──────── Given entries ────────

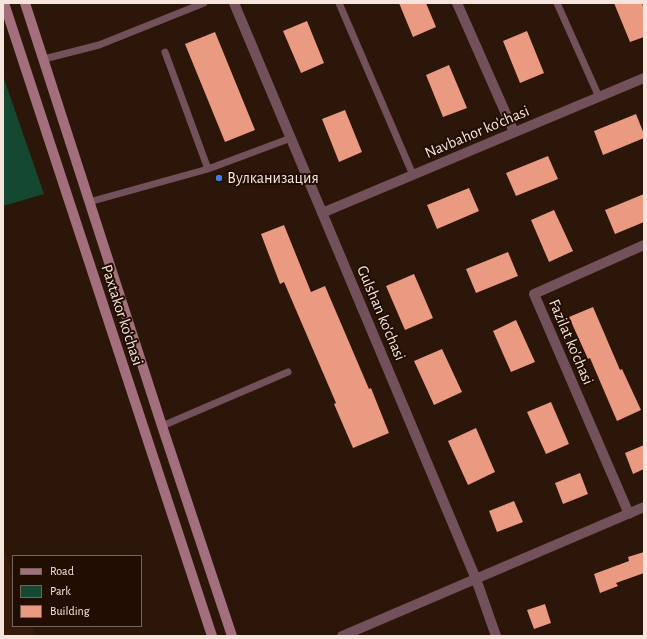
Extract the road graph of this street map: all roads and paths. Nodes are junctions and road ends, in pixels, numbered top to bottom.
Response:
1 (4, 3) edge
2 (25, 3) edge
3 (204, 3) edge
4 (234, 3) edge
5 (339, 3) edge
6 (457, 3) edge
7 (557, 3) edge
8 (165, 52) dead end
9 (44, 59) junction
10 (644, 78) edge
11 (599, 97) junction
12 (514, 132) junction
13 (291, 138) junction
14 (208, 169) junction
15 (413, 175) junction
16 (89, 202) junction
17 (322, 213) junction
18 (644, 245) edge
19 (288, 372) dead end
20 (162, 426) junction
21 (644, 507) edge
22 (629, 514) junction
23 (476, 579) junction
24 (212, 636) edge
25 (232, 636) edge
26 (342, 636) edge
27 (496, 636) edge

1 - 24 main road, Paxtakor ko'chasi
2 - 9 main road, Paxtakor ko'chasi
3 - 9 lane
4 - 13 street, Gulshan ko'chasi
5 - 15 lane
6 - 12 street
7 - 11 lane
8 - 14 lane
9 - 16 main road, Paxtakor ko'chasi
10 - 11 street, Navbahor ko'chasi
11 - 12 street, Navbahor ko'chasi
12 - 15 street, Navbahor ko'chasi
13 - 14 lane
13 - 17 street, Gulshan ko'chasi
14 - 16 lane
15 - 17 street, Navbahor ko'chasi
16 - 20 main road, Paxtakor ko'chasi
17 - 23 street, Gulshan ko'chasi
18 - 22 street, Fazilat ko'chasi
19 - 20 lane
20 - 25 main road, Paxtakor ko'chasi
21 - 22 street
22 - 23 street
23 - 26 street
23 - 27 street, Gulshan ko'chasi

────────

_Task directions:_ Using the data above, count the lines where "main" appears. Reply with the number only.

_Answer for the task:_ 5